Assigned task:
Report each line of the data below in which "where" appears.

Source data:
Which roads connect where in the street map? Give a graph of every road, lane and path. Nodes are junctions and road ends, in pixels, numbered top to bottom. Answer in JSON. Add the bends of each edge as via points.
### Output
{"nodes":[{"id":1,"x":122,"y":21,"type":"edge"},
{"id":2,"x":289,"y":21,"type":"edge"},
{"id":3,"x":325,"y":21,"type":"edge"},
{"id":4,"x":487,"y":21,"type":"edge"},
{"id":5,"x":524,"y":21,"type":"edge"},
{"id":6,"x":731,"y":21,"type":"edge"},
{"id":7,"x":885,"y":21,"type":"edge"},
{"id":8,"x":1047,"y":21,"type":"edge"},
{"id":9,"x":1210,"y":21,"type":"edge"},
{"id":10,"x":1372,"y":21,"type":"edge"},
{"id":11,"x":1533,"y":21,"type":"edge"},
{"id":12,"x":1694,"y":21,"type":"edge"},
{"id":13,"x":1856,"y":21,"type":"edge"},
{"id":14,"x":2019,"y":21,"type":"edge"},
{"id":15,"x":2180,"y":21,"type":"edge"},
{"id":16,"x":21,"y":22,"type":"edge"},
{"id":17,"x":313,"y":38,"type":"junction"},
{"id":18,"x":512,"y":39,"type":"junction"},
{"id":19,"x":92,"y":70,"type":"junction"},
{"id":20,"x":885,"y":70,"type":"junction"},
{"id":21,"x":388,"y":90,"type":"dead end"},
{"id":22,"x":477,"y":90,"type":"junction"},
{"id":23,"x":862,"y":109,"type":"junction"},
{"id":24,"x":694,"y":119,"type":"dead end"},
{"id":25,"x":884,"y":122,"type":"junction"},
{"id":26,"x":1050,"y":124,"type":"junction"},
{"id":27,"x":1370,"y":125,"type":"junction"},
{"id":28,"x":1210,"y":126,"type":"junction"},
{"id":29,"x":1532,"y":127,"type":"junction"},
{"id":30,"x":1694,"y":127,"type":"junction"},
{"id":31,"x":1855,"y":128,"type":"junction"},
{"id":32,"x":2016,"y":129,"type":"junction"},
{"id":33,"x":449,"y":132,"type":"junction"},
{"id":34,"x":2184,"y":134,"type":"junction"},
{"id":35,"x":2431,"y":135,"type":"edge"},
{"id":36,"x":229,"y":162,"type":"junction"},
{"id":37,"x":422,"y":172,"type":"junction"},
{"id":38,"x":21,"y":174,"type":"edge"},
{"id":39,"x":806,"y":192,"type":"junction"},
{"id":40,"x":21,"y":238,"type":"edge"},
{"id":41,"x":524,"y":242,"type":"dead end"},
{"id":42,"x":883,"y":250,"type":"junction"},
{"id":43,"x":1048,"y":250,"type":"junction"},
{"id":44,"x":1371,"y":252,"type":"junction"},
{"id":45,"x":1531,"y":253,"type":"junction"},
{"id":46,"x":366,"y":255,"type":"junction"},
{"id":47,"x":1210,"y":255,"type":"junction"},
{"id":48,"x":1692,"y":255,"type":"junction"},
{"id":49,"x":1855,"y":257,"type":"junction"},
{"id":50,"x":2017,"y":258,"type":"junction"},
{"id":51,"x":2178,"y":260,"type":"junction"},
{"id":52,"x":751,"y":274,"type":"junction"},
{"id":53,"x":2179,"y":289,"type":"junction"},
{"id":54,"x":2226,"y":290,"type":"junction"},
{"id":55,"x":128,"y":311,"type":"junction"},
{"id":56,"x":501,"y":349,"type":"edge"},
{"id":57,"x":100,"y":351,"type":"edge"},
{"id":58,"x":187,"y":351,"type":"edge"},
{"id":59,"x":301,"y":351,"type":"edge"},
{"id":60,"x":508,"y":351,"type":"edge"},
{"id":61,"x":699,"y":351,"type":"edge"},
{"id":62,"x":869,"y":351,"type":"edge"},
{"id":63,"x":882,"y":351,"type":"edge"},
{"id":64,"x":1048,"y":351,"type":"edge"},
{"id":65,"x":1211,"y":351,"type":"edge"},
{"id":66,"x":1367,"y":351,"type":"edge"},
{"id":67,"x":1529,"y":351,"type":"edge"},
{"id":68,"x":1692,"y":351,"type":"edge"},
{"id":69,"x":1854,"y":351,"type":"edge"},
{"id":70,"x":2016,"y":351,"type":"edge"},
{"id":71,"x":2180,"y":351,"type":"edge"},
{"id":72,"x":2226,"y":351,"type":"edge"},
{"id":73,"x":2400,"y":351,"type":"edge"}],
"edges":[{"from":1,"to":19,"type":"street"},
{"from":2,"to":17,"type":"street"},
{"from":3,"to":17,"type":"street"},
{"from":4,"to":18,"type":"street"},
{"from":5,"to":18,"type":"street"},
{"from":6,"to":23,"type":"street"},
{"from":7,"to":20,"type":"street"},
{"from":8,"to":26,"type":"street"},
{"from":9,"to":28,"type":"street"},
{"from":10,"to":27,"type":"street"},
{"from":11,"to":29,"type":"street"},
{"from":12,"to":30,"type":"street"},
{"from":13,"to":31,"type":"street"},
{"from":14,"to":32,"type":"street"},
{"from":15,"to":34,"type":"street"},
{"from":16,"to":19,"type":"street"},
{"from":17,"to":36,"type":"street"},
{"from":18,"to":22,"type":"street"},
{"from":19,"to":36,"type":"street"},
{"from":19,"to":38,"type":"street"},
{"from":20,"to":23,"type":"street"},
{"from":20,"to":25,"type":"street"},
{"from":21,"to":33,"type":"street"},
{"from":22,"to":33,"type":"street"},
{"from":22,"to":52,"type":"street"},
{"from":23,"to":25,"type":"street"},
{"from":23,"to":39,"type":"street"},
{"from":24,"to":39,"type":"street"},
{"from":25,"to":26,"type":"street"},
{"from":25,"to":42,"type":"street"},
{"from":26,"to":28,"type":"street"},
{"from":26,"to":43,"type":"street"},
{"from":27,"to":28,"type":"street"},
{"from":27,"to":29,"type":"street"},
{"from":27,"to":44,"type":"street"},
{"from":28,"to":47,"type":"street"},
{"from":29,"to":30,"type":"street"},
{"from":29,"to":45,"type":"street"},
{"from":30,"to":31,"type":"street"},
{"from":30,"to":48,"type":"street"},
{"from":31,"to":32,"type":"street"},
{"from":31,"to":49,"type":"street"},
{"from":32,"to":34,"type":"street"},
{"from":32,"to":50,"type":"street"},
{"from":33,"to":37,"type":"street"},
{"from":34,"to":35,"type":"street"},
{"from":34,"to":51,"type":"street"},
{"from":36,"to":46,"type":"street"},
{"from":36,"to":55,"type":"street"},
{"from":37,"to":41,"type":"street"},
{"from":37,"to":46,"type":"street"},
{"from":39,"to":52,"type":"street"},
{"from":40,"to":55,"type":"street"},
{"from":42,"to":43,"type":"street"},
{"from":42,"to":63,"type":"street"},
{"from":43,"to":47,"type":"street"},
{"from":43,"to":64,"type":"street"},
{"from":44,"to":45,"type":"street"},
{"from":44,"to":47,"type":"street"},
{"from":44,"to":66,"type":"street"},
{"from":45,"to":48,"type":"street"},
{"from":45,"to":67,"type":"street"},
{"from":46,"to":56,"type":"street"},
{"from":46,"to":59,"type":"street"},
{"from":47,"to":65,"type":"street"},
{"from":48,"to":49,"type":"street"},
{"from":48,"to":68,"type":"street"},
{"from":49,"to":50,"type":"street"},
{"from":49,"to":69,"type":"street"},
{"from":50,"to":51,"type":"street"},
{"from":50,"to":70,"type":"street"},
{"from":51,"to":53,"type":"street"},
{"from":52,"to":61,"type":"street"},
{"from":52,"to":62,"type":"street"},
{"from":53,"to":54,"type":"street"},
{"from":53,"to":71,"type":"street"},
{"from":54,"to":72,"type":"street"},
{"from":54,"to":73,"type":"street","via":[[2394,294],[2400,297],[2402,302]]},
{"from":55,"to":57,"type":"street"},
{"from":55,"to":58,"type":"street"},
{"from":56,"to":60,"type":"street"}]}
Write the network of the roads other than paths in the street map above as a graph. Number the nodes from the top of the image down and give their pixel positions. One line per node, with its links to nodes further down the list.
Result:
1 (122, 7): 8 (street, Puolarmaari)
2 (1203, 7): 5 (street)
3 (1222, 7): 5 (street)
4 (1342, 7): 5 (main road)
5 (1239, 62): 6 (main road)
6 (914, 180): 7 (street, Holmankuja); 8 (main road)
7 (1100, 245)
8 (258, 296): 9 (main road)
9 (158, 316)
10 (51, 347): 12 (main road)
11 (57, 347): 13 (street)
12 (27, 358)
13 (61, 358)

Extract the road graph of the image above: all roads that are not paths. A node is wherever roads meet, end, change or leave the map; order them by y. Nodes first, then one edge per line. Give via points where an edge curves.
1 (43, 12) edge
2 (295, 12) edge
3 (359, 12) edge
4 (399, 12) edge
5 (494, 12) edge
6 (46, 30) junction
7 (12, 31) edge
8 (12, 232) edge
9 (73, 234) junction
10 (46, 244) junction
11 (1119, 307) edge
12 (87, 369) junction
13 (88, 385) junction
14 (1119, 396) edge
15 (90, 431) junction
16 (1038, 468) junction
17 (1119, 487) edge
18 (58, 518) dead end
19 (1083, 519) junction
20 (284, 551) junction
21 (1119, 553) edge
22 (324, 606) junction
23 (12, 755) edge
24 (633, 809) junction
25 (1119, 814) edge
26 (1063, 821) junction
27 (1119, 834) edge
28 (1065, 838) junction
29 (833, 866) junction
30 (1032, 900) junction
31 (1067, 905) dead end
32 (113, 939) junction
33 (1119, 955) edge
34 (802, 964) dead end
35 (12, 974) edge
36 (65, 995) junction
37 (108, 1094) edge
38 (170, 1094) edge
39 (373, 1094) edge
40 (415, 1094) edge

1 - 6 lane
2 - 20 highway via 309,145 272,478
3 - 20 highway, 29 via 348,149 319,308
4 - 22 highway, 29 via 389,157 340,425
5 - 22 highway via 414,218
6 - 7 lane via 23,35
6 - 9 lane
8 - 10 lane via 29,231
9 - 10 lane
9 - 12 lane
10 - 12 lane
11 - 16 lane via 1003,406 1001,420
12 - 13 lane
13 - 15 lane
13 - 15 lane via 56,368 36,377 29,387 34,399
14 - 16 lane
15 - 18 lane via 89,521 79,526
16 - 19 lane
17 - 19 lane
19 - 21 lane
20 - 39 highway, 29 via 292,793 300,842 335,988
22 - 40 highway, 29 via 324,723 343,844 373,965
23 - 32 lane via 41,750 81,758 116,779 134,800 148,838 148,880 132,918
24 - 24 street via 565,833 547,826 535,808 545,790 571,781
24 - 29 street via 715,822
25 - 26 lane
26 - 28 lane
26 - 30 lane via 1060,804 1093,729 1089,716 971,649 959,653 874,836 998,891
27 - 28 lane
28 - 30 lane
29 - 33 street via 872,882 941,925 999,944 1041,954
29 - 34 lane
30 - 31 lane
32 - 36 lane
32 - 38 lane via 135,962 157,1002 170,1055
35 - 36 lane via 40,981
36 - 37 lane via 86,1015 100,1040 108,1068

Exercise solution:
Which roads connect where in the street map? Give a graph of every road, lane and path. Nodes are junctions and road ends, in pixels, numbered top to bottom. Answer in JSON. Add the bends of each edge as via points.
Extract the road graph of the image above: all roads that are not paths. A node is wherever roads meet, end, change or leave the map; order them by y. Nodes first, then one edge per line. Give via points where an edge curves.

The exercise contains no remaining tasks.